• PROBLEM TO WORK ON: For each line below that contains the word "href", return that line.

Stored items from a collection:
━━━━━━

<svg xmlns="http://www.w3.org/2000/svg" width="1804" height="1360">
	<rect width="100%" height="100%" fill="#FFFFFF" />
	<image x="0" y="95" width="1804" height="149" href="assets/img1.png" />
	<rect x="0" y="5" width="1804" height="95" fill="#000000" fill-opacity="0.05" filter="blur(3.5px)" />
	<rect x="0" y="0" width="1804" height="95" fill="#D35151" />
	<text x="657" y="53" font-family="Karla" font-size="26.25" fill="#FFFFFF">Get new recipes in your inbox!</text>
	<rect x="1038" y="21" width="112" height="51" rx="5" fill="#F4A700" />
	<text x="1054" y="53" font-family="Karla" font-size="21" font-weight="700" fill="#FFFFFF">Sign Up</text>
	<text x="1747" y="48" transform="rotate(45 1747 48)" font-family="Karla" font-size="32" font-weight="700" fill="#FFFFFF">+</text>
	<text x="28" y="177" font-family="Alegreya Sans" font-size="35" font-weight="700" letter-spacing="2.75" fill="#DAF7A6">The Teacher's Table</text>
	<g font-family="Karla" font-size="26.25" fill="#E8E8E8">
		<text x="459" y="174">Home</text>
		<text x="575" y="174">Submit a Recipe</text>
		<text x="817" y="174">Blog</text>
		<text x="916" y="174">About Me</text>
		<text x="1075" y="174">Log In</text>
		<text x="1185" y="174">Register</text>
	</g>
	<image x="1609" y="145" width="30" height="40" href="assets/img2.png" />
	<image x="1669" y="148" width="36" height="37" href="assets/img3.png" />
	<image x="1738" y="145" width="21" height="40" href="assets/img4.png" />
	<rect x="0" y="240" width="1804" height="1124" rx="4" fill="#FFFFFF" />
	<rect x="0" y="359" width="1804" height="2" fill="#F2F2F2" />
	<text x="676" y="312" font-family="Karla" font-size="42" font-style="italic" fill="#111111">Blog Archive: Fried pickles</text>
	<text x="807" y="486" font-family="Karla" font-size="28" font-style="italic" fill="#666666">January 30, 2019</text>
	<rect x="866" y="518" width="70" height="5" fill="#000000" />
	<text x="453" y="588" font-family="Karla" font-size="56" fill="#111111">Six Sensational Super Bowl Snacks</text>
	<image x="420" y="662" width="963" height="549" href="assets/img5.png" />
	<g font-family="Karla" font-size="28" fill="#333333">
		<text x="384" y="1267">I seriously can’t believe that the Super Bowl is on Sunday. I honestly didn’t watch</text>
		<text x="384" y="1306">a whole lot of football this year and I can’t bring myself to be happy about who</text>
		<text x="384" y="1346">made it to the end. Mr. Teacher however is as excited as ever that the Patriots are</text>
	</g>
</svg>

━━━━━━

• TASK ANSWER:
	<image x="0" y="95" width="1804" height="149" href="assets/img1.png" />
	<image x="1609" y="145" width="30" height="40" href="assets/img2.png" />
	<image x="1669" y="148" width="36" height="37" href="assets/img3.png" />
	<image x="1738" y="145" width="21" height="40" href="assets/img4.png" />
	<image x="420" y="662" width="963" height="549" href="assets/img5.png" />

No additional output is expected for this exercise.